Work to be completed: Retrieve all lines below that have the string "street".

[Saved data entries]
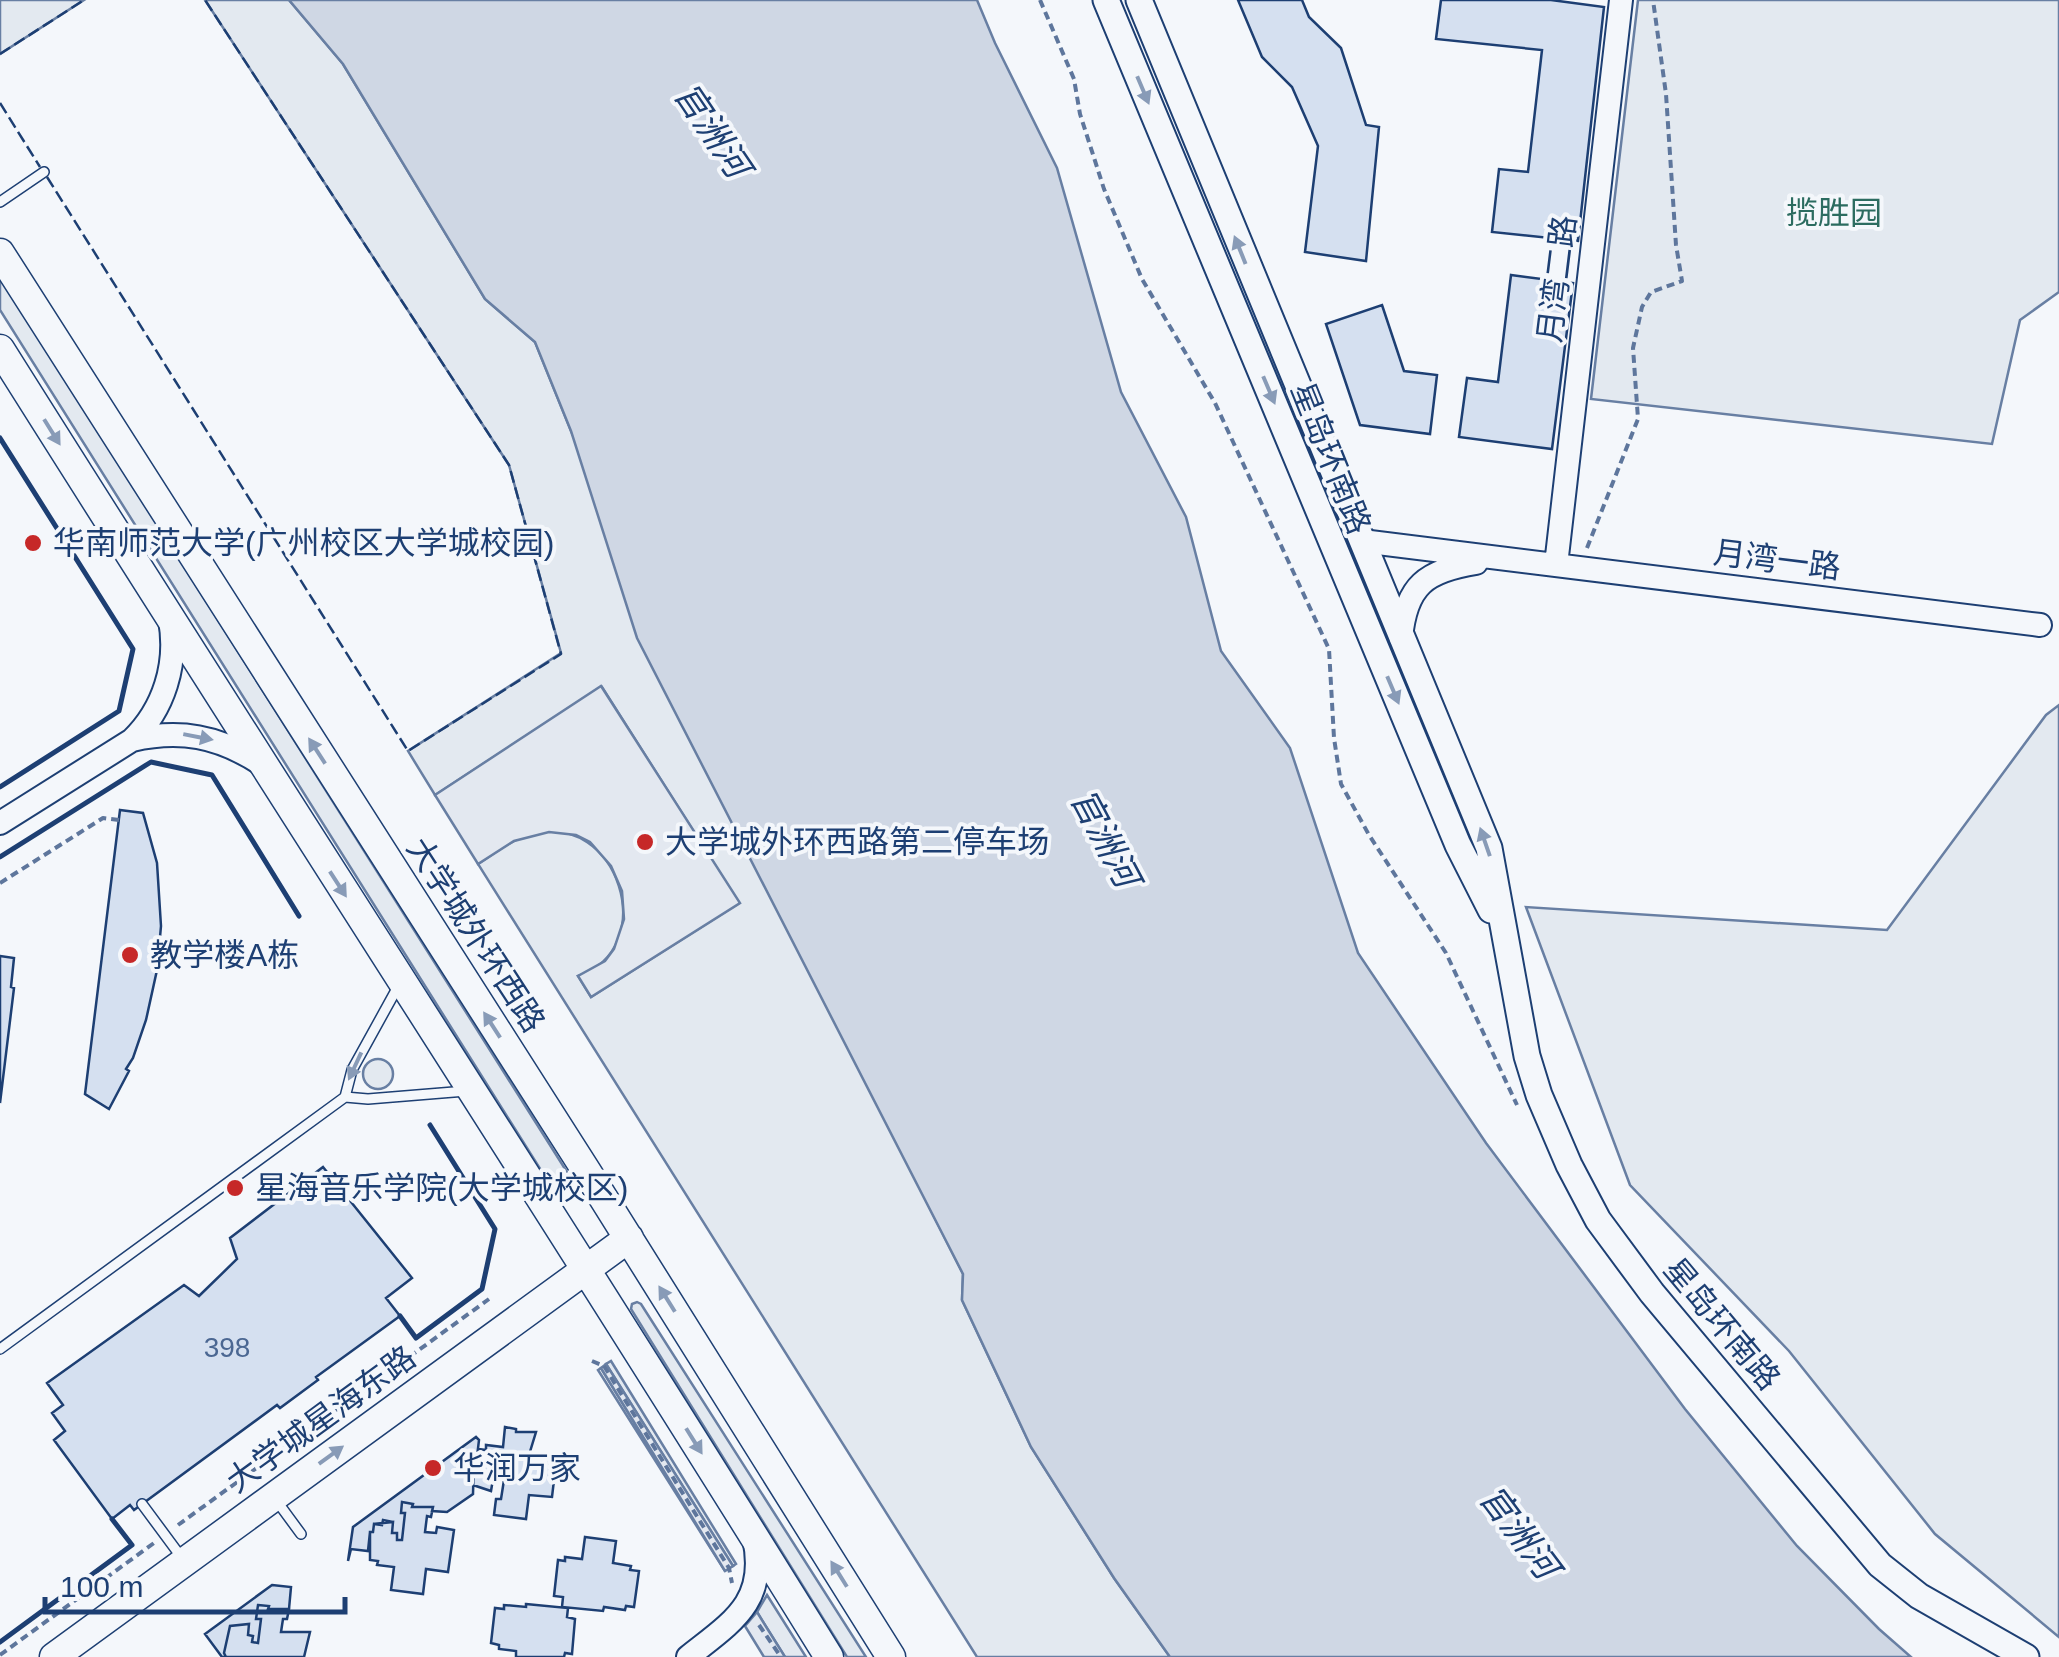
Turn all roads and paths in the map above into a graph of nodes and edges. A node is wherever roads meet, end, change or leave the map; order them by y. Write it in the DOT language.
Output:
graph roads {
  1 [pos="1106,0"];
  2 [pos="1139,0"];
  3 [pos="1621,0"];
  4 [pos="1653,0"];
  5 [pos="44,172"];
  6 [pos="0,202"];
  7 [pos="0,253"];
  8 [pos="0,350"];
  9 [pos="1362,541"];
  10 [pos="1505,559"];
  11 [pos="1568,567"];
  12 [pos="170,620"];
  13 [pos="2040,625"];
  14 [pos="1401,638"];
  15 [pos="132,740"];
  16 [pos="260,762"];
  17 [pos="119,820"];
  18 [pos="0,823"];
  19 [pos="0,884"];
  20 [pos="1504,937"];
  21 [pos="401,980"];
  22 [pos="472,1090"];
  23 [pos="345,1098"];
  24 [pos="587,1172"];
  25 [pos="544,1202"];
  26 [pos="629,1238"];
  27 [pos="587,1269"];
  28 [pos="489,1299"];
  29 [pos="0,1349"];
  30 [pos="592,1362"];
  31 [pos="274,1497"];
  32 [pos="142,1504"];
  33 [pos="172,1529"];
  34 [pos="301,1534"];
  35 [pos="753,1534"];
  36 [pos="157,1541"];
  37 [pos="185,1562"];
  38 [pos="736,1595"];
  39 [pos="751,1618"];
  40 [pos="0,1654"];
  41 [pos="54,1657"];
  42 [pos="688,1657"];
  43 [pos="781,1657"];
  44 [pos="829,1657"];
  45 [pos="891,1657"];
  46 [pos="2026,1657"];
  1 -- 20 [label="main road, 星岛环南路, one-way"];
  9 -- 2 [label="main road, 星岛环南路, one-way"];
  3 -- 11 [label="street, 月湾二路"];
  4 -- 11 [label="path"];
  5 -- 6 [label="lane"];
  24 -- 7 [label="main road, 大学城外环西路, one-way"];
  8 -- 12 [label="main road, one-way"];
  9 -- 10 [label="street, 月湾一路"];
  9 -- 14 [label="main road, 星岛环南路"];
  10 -- 11 [label="street, 月湾一路"];
  10 -- 14 [label="street, 月湾一路"];
  11 -- 13 [label="street, 月湾一路"];
  12 -- 15 [label="street"];
  12 -- 16 [label="main road"];
  20 -- 14 [label="main road, 星岛环南路, one-way"];
  15 -- 16 [label="street, one-way"];
  15 -- 18 [label="street"];
  16 -- 21 [label="main road, one-way"];
  17 -- 19 [label="path"];
  20 -- 46 [label="main road, 星岛环南路"];
  21 -- 22 [label="main road"];
  21 -- 23 [label="lane, one-way"];
  22 -- 23 [label="lane"];
  22 -- 25 [label="main road"];
  23 -- 29 [label="lane"];
  24 -- 25 [label="main road"];
  24 -- 26 [label="main road, 大学城外环西路"];
  25 -- 27 [label="main road"];
  26 -- 27 [label="main road, 大学城星海东路"];
  45 -- 26 [label="main road, 大学城外环西路, one-way"];
  31 -- 27 [label="main road, 大学城星海东路, one-way"];
  27 -- 35 [label="main road, one-way"];
  28 -- 33 [label="path"];
  30 -- 38 [label="path"];
  31 -- 34 [label="lane"];
  31 -- 37 [label="main road, 大学城星海东路"];
  32 -- 37 [label="lane"];
  35 -- 42 [label="street"];
  35 -- 44 [label="main road"];
  36 -- 40 [label="path"];
  37 -- 41 [label="main road, 大学城星海东路"];
  39 -- 43 [label="path"];
}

Output of the task:
  3 -- 11 [label="street, 月湾二路"];
  9 -- 10 [label="street, 月湾一路"];
  10 -- 11 [label="street, 月湾一路"];
  10 -- 14 [label="street, 月湾一路"];
  11 -- 13 [label="street, 月湾一路"];
  12 -- 15 [label="street"];
  15 -- 16 [label="street, one-way"];
  15 -- 18 [label="street"];
  35 -- 42 [label="street"];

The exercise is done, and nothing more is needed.